*** Opening of EXTRACTED DATA ***
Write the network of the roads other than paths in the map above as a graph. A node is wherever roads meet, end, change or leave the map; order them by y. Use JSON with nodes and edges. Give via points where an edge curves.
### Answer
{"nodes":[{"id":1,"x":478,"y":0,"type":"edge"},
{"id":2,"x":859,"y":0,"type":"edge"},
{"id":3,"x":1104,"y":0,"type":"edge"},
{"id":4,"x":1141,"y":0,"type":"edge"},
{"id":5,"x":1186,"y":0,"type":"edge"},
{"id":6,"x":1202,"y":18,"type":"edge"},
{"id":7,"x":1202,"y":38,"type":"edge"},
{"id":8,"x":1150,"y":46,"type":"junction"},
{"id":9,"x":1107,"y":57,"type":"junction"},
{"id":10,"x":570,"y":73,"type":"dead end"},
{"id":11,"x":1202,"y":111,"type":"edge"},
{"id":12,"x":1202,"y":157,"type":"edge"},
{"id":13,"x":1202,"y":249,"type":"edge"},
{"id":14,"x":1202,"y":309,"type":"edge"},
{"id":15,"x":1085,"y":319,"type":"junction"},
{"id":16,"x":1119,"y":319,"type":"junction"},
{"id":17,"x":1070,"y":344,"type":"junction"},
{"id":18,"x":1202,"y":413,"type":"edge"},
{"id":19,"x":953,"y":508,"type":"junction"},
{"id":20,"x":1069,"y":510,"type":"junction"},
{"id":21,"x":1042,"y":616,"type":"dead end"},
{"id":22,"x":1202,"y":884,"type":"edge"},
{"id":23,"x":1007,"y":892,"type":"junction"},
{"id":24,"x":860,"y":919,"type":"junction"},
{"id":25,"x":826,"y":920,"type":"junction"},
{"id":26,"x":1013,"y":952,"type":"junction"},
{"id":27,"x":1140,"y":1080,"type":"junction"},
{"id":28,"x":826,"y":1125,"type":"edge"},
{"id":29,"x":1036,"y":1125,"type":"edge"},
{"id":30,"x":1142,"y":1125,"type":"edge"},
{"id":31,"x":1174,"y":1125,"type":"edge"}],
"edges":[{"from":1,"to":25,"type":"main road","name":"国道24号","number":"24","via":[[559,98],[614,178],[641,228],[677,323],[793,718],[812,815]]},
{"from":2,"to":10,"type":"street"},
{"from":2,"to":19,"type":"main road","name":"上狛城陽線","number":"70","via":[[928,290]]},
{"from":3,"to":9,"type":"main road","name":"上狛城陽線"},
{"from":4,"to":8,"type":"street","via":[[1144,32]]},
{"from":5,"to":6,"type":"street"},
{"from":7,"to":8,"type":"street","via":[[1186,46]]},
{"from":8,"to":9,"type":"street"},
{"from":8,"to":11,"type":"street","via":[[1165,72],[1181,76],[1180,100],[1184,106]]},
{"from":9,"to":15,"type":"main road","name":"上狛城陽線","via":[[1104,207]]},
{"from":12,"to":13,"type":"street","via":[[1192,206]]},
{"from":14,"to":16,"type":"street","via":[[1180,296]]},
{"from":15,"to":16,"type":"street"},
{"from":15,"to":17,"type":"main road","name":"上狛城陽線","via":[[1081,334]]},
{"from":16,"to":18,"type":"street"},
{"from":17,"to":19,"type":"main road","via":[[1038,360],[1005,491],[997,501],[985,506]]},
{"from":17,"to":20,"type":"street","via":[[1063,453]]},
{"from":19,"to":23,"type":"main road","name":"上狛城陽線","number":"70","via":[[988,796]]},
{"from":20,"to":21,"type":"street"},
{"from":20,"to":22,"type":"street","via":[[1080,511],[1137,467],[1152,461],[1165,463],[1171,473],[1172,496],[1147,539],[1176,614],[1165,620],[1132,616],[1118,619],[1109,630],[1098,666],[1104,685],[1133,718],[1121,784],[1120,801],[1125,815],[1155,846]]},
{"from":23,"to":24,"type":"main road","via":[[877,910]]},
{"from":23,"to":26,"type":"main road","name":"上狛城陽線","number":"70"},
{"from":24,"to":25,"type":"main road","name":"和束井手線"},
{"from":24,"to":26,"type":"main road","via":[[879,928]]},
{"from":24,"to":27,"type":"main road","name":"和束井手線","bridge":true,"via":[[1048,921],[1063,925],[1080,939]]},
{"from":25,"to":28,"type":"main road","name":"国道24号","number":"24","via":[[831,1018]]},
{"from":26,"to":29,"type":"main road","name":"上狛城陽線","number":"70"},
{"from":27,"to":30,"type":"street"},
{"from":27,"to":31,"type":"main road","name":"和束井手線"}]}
*** Close of EXTRACTED DATA ***
* **PROBLEM TO SOLVE**
Every record in the listing above should be reproduced exactly.

* **SOLUTION FOR THIS PROBLEM**
Write the network of the roads other than paths in the map above as a graph. A node is wherever roads meet, end, change or leave the map; order them by y. Use JSON with nodes and edges. Give via points where an edge curves.
### Answer
{"nodes":[{"id":1,"x":478,"y":0,"type":"edge"},
{"id":2,"x":859,"y":0,"type":"edge"},
{"id":3,"x":1104,"y":0,"type":"edge"},
{"id":4,"x":1141,"y":0,"type":"edge"},
{"id":5,"x":1186,"y":0,"type":"edge"},
{"id":6,"x":1202,"y":18,"type":"edge"},
{"id":7,"x":1202,"y":38,"type":"edge"},
{"id":8,"x":1150,"y":46,"type":"junction"},
{"id":9,"x":1107,"y":57,"type":"junction"},
{"id":10,"x":570,"y":73,"type":"dead end"},
{"id":11,"x":1202,"y":111,"type":"edge"},
{"id":12,"x":1202,"y":157,"type":"edge"},
{"id":13,"x":1202,"y":249,"type":"edge"},
{"id":14,"x":1202,"y":309,"type":"edge"},
{"id":15,"x":1085,"y":319,"type":"junction"},
{"id":16,"x":1119,"y":319,"type":"junction"},
{"id":17,"x":1070,"y":344,"type":"junction"},
{"id":18,"x":1202,"y":413,"type":"edge"},
{"id":19,"x":953,"y":508,"type":"junction"},
{"id":20,"x":1069,"y":510,"type":"junction"},
{"id":21,"x":1042,"y":616,"type":"dead end"},
{"id":22,"x":1202,"y":884,"type":"edge"},
{"id":23,"x":1007,"y":892,"type":"junction"},
{"id":24,"x":860,"y":919,"type":"junction"},
{"id":25,"x":826,"y":920,"type":"junction"},
{"id":26,"x":1013,"y":952,"type":"junction"},
{"id":27,"x":1140,"y":1080,"type":"junction"},
{"id":28,"x":826,"y":1125,"type":"edge"},
{"id":29,"x":1036,"y":1125,"type":"edge"},
{"id":30,"x":1142,"y":1125,"type":"edge"},
{"id":31,"x":1174,"y":1125,"type":"edge"}],
"edges":[{"from":1,"to":25,"type":"main road","name":"国道24号","number":"24","via":[[559,98],[614,178],[641,228],[677,323],[793,718],[812,815]]},
{"from":2,"to":10,"type":"street"},
{"from":2,"to":19,"type":"main road","name":"上狛城陽線","number":"70","via":[[928,290]]},
{"from":3,"to":9,"type":"main road","name":"上狛城陽線"},
{"from":4,"to":8,"type":"street","via":[[1144,32]]},
{"from":5,"to":6,"type":"street"},
{"from":7,"to":8,"type":"street","via":[[1186,46]]},
{"from":8,"to":9,"type":"street"},
{"from":8,"to":11,"type":"street","via":[[1165,72],[1181,76],[1180,100],[1184,106]]},
{"from":9,"to":15,"type":"main road","name":"上狛城陽線","via":[[1104,207]]},
{"from":12,"to":13,"type":"street","via":[[1192,206]]},
{"from":14,"to":16,"type":"street","via":[[1180,296]]},
{"from":15,"to":16,"type":"street"},
{"from":15,"to":17,"type":"main road","name":"上狛城陽線","via":[[1081,334]]},
{"from":16,"to":18,"type":"street"},
{"from":17,"to":19,"type":"main road","via":[[1038,360],[1005,491],[997,501],[985,506]]},
{"from":17,"to":20,"type":"street","via":[[1063,453]]},
{"from":19,"to":23,"type":"main road","name":"上狛城陽線","number":"70","via":[[988,796]]},
{"from":20,"to":21,"type":"street"},
{"from":20,"to":22,"type":"street","via":[[1080,511],[1137,467],[1152,461],[1165,463],[1171,473],[1172,496],[1147,539],[1176,614],[1165,620],[1132,616],[1118,619],[1109,630],[1098,666],[1104,685],[1133,718],[1121,784],[1120,801],[1125,815],[1155,846]]},
{"from":23,"to":24,"type":"main road","via":[[877,910]]},
{"from":23,"to":26,"type":"main road","name":"上狛城陽線","number":"70"},
{"from":24,"to":25,"type":"main road","name":"和束井手線"},
{"from":24,"to":26,"type":"main road","via":[[879,928]]},
{"from":24,"to":27,"type":"main road","name":"和束井手線","bridge":true,"via":[[1048,921],[1063,925],[1080,939]]},
{"from":25,"to":28,"type":"main road","name":"国道24号","number":"24","via":[[831,1018]]},
{"from":26,"to":29,"type":"main road","name":"上狛城陽線","number":"70"},
{"from":27,"to":30,"type":"street"},
{"from":27,"to":31,"type":"main road","name":"和束井手線"}]}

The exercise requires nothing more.